About this task:
Work through the data line by line, gathering every line that has the word "Асият".

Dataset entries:
▬▬▬▬▬▬

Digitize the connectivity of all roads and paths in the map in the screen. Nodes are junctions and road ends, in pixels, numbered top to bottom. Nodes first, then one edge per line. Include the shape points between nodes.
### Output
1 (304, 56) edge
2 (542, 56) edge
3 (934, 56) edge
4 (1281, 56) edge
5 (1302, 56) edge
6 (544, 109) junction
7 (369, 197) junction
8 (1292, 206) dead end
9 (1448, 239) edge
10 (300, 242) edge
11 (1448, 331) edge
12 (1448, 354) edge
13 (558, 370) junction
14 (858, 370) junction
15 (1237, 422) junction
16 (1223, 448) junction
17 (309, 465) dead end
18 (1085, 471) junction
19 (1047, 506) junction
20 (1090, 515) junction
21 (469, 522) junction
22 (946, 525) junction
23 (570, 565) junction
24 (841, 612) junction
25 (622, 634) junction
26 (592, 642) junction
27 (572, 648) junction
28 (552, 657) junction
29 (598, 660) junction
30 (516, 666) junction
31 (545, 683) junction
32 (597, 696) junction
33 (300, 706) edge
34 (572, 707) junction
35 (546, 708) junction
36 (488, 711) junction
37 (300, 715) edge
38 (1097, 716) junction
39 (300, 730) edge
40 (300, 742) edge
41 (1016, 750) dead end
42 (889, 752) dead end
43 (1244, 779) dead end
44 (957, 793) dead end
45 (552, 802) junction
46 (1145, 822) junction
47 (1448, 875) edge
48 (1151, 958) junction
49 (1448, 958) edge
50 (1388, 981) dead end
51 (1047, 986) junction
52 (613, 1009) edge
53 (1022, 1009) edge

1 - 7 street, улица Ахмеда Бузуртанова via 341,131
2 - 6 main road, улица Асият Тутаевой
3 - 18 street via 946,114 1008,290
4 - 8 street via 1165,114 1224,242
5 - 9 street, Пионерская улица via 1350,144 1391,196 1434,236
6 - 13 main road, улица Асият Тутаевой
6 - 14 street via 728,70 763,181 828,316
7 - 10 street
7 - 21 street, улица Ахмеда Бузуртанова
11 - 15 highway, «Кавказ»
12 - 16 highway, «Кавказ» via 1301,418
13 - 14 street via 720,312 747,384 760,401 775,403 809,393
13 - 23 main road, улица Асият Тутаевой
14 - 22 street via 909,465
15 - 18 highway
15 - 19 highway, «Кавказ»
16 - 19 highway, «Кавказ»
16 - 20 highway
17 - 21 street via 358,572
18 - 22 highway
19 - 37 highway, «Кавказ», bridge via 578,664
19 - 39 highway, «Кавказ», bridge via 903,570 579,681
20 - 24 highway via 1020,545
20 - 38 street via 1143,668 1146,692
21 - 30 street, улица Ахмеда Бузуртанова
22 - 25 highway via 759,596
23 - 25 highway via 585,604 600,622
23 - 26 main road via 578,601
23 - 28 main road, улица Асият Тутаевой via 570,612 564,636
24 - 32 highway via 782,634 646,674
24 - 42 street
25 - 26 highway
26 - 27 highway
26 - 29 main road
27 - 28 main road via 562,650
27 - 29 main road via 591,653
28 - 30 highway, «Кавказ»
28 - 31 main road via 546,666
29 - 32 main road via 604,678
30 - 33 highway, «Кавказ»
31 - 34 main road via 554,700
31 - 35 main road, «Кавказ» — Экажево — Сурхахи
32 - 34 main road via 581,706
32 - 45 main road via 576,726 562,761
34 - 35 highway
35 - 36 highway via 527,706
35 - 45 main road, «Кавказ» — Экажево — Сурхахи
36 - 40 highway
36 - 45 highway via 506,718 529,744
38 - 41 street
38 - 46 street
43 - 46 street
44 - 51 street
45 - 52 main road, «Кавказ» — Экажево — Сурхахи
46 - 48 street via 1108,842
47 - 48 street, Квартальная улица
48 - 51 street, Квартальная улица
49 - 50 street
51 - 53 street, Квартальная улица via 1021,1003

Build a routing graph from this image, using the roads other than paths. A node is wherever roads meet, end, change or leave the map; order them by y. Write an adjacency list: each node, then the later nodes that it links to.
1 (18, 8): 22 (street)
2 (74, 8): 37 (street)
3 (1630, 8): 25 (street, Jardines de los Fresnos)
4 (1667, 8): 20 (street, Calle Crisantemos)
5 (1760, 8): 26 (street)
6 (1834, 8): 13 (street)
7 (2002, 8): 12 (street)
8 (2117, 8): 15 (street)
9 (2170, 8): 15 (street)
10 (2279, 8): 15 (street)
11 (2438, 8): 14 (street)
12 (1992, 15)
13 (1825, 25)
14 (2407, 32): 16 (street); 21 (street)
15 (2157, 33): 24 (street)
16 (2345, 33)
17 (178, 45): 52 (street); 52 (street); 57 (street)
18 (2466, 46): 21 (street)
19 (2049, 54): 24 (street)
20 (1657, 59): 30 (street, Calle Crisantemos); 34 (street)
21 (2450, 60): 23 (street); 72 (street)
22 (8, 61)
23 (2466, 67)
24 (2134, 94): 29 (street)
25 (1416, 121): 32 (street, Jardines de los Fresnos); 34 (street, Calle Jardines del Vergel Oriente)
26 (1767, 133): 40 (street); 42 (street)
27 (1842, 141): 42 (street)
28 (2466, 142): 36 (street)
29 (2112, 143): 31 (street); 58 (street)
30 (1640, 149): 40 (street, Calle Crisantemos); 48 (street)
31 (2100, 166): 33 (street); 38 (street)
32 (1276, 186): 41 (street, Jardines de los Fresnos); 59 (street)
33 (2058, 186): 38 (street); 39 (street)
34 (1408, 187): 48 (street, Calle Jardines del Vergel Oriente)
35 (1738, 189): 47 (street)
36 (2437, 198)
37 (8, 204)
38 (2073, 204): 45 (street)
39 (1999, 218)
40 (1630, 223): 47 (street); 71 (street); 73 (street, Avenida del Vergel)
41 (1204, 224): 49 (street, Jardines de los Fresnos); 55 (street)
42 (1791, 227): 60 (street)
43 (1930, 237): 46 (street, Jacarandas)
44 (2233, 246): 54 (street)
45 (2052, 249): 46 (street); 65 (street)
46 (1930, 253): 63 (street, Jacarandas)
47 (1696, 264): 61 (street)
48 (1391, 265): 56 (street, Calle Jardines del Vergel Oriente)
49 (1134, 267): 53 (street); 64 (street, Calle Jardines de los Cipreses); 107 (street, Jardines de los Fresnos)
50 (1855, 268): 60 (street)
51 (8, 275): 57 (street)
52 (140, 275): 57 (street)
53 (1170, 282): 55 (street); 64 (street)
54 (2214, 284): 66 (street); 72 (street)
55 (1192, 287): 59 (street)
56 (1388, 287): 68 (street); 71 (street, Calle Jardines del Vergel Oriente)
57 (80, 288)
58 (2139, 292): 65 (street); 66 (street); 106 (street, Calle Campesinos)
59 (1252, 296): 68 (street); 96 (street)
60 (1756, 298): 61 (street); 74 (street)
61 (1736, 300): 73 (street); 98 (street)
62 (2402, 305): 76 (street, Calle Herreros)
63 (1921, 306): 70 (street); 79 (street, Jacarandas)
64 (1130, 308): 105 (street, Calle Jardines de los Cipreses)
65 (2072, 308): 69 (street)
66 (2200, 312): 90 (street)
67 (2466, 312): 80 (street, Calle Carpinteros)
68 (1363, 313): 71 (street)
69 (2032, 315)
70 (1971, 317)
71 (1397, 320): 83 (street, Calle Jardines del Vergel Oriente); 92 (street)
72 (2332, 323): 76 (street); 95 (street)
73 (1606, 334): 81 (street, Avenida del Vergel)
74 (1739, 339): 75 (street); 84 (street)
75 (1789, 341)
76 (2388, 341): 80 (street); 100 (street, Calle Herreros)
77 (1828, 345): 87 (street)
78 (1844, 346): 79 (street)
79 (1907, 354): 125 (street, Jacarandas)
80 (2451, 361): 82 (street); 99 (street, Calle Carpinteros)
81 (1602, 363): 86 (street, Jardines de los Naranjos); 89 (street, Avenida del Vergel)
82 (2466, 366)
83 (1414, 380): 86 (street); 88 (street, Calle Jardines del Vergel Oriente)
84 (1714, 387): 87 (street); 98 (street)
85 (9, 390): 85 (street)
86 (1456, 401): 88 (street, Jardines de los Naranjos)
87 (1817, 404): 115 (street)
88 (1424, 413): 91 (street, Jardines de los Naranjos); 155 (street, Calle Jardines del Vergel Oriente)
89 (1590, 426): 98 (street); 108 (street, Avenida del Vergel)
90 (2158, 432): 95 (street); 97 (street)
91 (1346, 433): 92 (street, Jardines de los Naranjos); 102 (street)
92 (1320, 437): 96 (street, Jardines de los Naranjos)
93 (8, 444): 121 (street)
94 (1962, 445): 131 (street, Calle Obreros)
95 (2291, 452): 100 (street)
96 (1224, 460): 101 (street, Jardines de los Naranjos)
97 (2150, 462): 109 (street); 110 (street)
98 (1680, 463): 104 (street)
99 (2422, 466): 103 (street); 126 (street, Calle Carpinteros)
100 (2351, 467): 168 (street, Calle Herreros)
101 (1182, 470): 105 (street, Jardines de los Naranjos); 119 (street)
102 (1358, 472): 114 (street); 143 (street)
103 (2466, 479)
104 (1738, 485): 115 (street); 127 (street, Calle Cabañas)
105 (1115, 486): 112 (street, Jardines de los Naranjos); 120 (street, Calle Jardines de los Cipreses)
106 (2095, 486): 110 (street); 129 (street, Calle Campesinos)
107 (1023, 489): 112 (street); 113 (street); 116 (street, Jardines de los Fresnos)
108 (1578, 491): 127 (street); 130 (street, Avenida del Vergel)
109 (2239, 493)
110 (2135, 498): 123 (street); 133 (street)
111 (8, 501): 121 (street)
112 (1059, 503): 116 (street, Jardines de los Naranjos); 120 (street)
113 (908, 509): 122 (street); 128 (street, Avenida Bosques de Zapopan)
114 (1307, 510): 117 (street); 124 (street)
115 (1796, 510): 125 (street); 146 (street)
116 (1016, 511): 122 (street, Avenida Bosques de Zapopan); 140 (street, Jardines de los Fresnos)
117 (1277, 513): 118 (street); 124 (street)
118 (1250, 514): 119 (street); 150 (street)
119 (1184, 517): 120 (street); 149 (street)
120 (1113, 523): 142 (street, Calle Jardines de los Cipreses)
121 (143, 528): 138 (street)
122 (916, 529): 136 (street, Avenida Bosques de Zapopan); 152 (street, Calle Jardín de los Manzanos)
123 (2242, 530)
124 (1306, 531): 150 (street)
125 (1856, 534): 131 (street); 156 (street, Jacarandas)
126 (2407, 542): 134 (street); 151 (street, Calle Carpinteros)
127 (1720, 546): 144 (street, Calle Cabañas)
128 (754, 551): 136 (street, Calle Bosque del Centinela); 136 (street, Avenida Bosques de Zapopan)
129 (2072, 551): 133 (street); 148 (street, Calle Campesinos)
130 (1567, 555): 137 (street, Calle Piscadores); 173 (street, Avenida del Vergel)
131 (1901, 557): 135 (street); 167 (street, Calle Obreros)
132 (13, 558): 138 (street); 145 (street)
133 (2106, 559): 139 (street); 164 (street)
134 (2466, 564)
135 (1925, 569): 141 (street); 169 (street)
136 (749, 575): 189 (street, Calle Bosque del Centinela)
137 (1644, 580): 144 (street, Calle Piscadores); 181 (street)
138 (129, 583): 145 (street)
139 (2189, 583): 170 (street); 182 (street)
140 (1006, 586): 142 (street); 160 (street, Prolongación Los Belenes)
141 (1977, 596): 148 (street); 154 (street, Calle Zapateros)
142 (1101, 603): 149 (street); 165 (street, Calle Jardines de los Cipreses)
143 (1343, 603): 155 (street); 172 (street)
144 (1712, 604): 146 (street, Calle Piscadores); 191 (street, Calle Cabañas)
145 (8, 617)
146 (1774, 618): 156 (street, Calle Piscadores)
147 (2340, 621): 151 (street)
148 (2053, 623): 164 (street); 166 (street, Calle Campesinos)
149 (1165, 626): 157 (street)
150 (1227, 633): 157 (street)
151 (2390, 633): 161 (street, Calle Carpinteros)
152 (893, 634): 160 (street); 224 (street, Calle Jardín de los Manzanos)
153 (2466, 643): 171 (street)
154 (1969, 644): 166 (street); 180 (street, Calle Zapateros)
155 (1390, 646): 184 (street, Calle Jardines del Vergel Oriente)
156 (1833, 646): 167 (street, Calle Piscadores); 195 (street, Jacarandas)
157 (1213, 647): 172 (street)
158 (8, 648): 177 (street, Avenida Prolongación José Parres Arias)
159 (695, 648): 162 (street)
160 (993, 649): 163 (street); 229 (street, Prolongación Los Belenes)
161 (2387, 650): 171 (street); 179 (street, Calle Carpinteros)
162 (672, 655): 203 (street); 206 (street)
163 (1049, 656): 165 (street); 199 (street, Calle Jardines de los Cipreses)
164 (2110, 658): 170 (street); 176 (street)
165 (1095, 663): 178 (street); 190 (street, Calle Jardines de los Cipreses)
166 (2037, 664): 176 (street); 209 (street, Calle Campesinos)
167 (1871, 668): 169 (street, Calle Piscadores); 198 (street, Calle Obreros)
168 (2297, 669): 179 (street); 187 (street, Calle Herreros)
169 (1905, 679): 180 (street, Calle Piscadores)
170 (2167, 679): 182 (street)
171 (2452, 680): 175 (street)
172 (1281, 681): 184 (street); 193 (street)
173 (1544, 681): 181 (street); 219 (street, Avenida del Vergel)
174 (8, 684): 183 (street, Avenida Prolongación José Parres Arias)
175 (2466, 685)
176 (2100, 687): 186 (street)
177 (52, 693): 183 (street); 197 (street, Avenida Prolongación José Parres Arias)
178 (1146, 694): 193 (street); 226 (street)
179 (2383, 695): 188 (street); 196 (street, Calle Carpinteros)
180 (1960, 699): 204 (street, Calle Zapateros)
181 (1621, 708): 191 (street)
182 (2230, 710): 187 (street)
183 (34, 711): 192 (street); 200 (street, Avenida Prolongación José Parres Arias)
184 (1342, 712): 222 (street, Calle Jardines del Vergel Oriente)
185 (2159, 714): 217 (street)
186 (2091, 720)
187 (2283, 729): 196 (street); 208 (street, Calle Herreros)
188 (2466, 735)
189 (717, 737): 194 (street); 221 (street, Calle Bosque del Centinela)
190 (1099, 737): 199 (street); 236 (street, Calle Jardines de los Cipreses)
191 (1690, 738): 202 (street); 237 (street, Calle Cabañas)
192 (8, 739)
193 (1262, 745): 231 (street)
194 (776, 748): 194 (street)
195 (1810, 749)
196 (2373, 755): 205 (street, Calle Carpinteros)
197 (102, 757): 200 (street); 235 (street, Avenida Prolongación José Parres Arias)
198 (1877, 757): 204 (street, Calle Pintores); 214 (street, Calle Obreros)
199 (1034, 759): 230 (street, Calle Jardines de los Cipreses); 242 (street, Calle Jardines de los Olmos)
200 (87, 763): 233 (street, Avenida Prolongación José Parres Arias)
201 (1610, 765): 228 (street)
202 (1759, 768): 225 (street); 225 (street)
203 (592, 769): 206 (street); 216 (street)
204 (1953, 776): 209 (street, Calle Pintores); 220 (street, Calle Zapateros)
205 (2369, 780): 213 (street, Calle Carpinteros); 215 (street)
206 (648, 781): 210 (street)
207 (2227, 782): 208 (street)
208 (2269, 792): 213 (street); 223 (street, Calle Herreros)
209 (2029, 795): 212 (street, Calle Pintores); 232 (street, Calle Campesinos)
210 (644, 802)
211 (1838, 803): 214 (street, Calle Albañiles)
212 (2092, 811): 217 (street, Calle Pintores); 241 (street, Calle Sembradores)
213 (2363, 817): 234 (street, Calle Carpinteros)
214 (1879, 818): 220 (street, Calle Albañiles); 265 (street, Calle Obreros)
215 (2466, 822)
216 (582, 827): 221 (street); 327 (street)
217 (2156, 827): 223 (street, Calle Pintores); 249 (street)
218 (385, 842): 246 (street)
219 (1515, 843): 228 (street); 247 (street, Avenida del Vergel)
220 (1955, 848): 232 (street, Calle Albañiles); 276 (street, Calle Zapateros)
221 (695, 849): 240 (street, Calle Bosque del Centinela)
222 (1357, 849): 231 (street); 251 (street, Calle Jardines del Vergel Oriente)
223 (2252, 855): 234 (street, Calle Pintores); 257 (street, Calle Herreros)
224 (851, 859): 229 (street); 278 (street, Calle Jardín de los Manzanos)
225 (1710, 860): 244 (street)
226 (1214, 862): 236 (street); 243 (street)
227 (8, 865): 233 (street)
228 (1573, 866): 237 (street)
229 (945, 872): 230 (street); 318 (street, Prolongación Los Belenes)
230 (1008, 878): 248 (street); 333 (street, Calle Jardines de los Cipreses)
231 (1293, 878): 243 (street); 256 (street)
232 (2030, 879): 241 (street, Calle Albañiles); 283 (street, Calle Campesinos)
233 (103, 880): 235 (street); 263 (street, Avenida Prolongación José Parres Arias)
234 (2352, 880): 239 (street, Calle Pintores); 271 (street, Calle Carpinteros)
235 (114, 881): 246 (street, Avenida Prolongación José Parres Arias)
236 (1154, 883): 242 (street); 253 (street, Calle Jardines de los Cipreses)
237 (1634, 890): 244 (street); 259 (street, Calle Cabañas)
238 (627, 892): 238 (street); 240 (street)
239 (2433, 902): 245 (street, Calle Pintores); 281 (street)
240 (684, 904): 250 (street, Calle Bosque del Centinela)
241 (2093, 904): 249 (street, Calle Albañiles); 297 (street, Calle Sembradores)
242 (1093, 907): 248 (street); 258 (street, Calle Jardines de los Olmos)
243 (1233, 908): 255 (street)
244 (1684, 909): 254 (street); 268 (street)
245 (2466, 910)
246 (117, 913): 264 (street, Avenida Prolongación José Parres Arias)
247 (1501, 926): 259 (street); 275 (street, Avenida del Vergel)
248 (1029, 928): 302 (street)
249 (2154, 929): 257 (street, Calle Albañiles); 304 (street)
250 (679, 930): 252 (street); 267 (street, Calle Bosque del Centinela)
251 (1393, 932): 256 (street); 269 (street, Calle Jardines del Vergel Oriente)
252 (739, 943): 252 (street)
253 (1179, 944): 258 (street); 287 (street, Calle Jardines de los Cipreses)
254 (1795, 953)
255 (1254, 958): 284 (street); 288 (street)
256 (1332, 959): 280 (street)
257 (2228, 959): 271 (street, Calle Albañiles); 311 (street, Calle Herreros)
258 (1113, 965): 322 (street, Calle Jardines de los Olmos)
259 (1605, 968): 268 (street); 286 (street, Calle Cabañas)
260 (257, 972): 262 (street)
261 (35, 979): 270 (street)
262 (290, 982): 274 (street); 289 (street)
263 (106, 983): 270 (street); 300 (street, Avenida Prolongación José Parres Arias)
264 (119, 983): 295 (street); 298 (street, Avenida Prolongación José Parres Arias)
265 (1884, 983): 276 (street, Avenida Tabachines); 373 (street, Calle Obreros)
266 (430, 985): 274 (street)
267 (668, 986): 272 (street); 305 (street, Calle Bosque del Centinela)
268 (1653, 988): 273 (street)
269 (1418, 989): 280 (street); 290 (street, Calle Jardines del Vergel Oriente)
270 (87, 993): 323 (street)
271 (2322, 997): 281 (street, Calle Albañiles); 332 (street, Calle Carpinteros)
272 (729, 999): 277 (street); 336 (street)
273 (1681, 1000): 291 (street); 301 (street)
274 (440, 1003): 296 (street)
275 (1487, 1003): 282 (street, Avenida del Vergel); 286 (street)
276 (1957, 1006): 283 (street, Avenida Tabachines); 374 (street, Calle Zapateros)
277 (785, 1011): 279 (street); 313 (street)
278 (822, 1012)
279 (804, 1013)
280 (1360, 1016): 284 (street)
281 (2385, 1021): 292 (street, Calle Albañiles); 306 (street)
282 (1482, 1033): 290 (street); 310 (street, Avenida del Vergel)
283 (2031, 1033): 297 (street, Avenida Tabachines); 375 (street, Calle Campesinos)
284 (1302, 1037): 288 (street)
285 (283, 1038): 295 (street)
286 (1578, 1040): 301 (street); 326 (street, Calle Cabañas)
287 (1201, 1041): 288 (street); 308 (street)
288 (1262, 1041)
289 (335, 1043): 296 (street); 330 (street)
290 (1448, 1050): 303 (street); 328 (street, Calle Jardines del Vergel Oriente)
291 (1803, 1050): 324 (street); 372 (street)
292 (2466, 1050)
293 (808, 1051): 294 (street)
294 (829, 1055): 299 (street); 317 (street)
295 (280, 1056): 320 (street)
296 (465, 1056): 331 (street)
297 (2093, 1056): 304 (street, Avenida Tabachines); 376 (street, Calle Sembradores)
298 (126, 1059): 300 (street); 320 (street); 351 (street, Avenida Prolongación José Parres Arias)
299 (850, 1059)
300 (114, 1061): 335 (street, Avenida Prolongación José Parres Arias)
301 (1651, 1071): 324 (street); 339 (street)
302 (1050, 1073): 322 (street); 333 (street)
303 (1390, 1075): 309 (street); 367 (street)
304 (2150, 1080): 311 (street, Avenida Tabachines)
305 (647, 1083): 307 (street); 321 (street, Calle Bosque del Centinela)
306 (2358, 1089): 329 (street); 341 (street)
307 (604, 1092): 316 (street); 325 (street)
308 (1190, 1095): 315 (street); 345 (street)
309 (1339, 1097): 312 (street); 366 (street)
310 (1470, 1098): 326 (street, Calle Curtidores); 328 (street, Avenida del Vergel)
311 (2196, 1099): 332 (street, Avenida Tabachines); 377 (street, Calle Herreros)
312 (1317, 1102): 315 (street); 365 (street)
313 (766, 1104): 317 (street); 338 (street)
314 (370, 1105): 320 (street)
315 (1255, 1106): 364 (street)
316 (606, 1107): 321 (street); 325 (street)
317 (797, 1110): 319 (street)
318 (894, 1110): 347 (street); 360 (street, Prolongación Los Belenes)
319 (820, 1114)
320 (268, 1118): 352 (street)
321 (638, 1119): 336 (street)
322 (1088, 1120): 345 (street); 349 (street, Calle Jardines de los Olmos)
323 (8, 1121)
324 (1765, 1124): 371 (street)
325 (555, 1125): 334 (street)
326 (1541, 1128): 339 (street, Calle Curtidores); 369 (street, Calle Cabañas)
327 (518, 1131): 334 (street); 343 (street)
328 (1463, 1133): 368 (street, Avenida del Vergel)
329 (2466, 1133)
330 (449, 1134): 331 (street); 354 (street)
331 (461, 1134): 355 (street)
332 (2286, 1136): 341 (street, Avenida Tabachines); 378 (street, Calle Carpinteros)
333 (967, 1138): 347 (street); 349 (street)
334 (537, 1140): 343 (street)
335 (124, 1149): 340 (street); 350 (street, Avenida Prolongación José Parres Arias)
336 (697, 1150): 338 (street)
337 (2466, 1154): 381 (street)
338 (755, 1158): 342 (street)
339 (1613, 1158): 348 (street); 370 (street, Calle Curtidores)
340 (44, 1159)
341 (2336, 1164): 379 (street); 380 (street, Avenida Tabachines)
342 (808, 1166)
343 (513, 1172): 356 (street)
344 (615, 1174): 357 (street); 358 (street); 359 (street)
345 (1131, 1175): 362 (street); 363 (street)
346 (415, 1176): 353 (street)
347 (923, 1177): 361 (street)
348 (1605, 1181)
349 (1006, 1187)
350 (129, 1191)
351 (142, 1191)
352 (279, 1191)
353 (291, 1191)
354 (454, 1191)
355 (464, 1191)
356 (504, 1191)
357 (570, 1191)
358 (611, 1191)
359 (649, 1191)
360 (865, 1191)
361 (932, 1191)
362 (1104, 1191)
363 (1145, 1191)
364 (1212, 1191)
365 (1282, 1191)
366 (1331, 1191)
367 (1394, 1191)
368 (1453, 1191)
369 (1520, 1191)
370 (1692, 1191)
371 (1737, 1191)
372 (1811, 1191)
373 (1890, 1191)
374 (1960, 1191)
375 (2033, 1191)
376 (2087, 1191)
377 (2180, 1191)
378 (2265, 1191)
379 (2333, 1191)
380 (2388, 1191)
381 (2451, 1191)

▬▬▬▬▬▬

Result of this task:
2 - 6 main road, улица Асият Тутаевой
6 - 13 main road, улица Асият Тутаевой
13 - 23 main road, улица Асият Тутаевой
23 - 28 main road, улица Асият Тутаевой via 570,612 564,636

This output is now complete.